- **EXERCISE**
Isolate every line in the data with the string "their" and copy it.

- **DATA IN THIS EXERCISE**
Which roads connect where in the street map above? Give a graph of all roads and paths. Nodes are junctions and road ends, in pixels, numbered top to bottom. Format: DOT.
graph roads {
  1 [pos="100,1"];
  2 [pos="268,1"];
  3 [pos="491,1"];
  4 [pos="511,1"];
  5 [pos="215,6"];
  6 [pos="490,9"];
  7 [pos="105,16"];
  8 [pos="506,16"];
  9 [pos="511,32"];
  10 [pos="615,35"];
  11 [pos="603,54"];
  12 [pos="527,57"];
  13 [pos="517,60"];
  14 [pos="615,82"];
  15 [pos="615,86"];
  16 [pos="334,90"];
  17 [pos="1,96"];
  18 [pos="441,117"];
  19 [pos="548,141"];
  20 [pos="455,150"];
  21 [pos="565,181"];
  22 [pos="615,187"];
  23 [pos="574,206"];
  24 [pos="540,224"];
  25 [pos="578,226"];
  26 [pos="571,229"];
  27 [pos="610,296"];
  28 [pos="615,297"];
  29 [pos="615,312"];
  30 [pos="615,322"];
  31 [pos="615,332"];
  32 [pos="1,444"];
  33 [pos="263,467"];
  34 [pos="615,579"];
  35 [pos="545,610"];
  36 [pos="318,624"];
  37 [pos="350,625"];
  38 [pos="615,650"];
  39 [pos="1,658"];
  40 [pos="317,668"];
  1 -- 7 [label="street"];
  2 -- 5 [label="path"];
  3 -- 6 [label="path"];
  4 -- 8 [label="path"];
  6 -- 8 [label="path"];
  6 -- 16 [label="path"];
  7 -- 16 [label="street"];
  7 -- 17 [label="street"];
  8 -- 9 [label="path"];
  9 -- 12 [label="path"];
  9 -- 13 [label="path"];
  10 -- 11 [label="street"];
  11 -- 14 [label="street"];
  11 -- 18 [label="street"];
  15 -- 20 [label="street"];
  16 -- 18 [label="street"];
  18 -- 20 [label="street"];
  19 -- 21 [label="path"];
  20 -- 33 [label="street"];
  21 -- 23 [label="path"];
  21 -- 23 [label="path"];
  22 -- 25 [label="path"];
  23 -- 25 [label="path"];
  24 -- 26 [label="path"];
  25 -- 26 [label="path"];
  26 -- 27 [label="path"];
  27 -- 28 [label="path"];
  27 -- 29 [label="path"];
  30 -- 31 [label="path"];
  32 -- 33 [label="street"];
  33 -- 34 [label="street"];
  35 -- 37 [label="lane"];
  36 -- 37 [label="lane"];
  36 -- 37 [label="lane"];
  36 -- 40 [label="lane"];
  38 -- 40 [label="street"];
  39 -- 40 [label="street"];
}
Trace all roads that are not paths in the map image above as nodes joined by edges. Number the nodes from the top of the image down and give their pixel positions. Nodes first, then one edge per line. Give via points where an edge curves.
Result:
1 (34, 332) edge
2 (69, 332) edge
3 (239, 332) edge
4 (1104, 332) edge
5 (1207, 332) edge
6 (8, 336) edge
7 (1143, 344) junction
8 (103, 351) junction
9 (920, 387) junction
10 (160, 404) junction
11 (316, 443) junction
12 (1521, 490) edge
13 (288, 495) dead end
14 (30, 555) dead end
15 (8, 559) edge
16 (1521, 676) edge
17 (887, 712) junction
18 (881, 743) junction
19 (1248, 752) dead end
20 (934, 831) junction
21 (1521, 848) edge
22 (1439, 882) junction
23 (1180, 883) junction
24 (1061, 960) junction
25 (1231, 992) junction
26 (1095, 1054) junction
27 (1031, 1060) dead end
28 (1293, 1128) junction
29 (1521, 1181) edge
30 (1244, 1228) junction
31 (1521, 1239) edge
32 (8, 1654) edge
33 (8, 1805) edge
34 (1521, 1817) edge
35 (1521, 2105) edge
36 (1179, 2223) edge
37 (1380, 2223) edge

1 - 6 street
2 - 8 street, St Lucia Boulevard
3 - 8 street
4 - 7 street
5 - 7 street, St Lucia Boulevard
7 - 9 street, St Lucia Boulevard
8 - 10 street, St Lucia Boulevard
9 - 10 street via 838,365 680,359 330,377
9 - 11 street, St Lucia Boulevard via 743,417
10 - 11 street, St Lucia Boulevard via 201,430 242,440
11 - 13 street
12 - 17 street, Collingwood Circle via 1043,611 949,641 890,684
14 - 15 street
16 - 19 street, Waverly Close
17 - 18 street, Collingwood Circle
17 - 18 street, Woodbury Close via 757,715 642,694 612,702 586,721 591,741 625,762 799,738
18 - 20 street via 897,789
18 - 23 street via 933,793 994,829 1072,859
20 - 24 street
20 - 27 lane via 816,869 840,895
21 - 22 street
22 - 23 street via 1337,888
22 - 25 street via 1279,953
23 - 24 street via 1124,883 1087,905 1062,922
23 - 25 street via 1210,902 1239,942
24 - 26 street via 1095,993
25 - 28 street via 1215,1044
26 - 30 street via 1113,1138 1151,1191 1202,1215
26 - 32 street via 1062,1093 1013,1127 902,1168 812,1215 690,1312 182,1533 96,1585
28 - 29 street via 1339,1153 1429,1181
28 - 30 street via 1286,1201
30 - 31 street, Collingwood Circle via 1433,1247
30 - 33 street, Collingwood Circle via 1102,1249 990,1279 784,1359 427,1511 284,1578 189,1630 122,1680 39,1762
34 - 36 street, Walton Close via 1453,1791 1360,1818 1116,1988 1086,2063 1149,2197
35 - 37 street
...
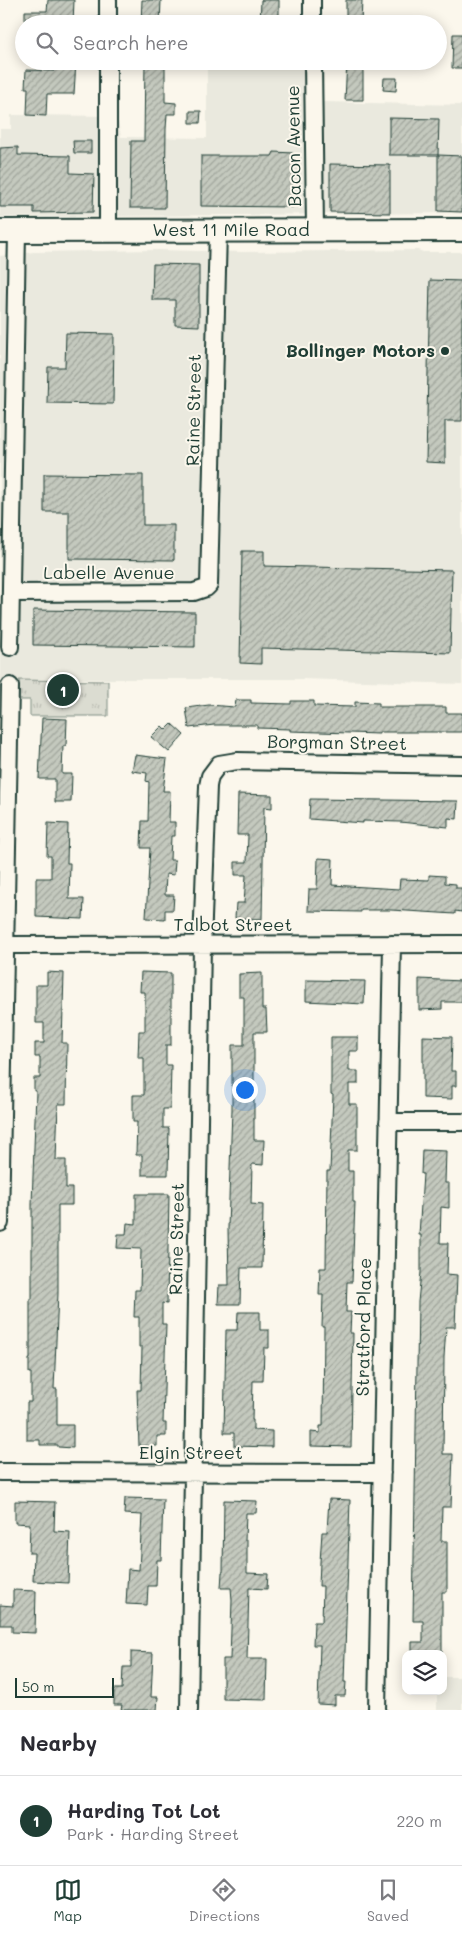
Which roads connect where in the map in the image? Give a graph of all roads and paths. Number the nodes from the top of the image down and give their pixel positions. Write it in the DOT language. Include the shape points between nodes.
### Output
...
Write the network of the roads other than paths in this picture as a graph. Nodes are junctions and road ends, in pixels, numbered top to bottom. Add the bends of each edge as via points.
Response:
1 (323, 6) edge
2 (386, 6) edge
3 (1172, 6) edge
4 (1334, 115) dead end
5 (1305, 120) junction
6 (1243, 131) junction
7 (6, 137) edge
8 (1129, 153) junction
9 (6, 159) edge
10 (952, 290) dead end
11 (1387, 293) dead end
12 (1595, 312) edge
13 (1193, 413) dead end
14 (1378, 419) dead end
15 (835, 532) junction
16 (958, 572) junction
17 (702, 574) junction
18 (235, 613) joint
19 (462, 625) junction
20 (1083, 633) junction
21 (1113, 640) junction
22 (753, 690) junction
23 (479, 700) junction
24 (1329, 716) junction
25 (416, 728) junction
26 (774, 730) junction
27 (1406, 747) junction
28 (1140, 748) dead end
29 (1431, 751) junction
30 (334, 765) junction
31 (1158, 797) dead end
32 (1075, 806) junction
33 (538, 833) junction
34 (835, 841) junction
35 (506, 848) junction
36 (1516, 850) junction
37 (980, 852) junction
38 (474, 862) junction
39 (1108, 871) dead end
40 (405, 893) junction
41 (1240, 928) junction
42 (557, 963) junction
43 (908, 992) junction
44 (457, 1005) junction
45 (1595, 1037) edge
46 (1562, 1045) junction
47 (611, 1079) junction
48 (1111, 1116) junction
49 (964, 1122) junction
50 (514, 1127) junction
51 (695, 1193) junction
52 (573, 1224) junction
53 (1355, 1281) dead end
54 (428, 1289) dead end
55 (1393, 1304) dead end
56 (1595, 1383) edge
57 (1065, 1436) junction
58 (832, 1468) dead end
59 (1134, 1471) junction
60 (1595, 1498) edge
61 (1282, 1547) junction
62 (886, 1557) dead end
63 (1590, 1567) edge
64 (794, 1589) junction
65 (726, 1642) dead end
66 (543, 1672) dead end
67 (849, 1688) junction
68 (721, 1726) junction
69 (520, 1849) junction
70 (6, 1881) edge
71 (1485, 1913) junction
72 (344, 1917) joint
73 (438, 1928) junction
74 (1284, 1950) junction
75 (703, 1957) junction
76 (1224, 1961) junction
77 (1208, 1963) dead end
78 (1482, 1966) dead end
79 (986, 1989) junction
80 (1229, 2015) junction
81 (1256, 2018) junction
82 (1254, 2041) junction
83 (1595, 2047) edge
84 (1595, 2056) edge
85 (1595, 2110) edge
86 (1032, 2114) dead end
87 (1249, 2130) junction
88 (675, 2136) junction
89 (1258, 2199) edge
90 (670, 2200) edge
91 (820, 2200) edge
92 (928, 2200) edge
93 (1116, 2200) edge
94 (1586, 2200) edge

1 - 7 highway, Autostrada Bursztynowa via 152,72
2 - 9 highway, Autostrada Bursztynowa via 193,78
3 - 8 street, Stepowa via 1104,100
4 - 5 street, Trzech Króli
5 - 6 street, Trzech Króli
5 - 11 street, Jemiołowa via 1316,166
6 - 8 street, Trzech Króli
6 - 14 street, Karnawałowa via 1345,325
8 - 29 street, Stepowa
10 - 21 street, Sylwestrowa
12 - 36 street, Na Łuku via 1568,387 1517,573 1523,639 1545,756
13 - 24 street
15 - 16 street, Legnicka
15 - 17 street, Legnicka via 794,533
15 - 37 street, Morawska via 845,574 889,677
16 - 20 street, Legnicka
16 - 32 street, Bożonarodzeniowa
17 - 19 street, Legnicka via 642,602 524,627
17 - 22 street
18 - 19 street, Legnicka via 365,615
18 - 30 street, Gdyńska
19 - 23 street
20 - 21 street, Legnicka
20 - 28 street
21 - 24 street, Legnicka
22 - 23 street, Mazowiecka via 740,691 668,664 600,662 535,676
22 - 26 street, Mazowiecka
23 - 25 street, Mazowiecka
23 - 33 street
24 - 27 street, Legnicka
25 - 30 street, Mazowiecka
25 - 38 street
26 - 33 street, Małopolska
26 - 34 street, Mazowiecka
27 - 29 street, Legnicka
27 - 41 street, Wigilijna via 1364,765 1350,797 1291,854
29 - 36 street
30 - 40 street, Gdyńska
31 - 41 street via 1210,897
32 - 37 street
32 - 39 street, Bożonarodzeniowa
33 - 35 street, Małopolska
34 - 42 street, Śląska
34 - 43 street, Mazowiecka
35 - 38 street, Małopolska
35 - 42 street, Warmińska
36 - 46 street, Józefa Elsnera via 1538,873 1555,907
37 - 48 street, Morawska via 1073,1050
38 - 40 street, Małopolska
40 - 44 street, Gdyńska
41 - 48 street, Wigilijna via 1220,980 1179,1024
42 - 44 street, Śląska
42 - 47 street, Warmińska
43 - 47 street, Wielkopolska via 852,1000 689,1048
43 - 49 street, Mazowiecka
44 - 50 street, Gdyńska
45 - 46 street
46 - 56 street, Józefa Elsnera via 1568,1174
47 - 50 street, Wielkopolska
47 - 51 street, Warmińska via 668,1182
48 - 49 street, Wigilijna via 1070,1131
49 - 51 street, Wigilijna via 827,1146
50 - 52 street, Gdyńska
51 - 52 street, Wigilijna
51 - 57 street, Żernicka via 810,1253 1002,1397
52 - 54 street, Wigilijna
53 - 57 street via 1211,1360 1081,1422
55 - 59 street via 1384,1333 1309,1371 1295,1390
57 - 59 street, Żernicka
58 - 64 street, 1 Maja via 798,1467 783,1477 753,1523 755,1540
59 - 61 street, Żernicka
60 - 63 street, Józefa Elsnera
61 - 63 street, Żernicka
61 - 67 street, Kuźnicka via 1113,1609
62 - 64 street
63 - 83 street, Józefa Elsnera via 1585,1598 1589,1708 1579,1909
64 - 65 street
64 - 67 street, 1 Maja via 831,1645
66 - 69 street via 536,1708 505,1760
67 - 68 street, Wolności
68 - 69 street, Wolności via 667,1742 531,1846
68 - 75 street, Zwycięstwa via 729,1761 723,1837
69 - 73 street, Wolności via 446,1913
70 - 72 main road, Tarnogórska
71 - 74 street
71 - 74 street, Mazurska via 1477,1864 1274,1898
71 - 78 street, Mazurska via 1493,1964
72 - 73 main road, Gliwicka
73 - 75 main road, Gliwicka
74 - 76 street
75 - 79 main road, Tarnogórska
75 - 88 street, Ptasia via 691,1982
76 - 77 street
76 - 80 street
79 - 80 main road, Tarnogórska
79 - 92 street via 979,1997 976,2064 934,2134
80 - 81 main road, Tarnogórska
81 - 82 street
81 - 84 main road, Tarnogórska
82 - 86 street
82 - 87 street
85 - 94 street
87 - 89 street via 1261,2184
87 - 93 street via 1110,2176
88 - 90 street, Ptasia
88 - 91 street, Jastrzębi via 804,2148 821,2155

- **PROBLEM SOLUTION**
Trace all roads that are not paths in the map image above as nodes joined by edges. Number the nodes from the top of the image down and give their pixel positions. Nodes first, then one edge per line. Give via points where an edge curves.
Which roads connect where in the map in the image? Give a graph of all roads and paths. Number the nodes from the top of the image down and give their pixel positions. Write it in the DOT language. Include the shape points between nodes.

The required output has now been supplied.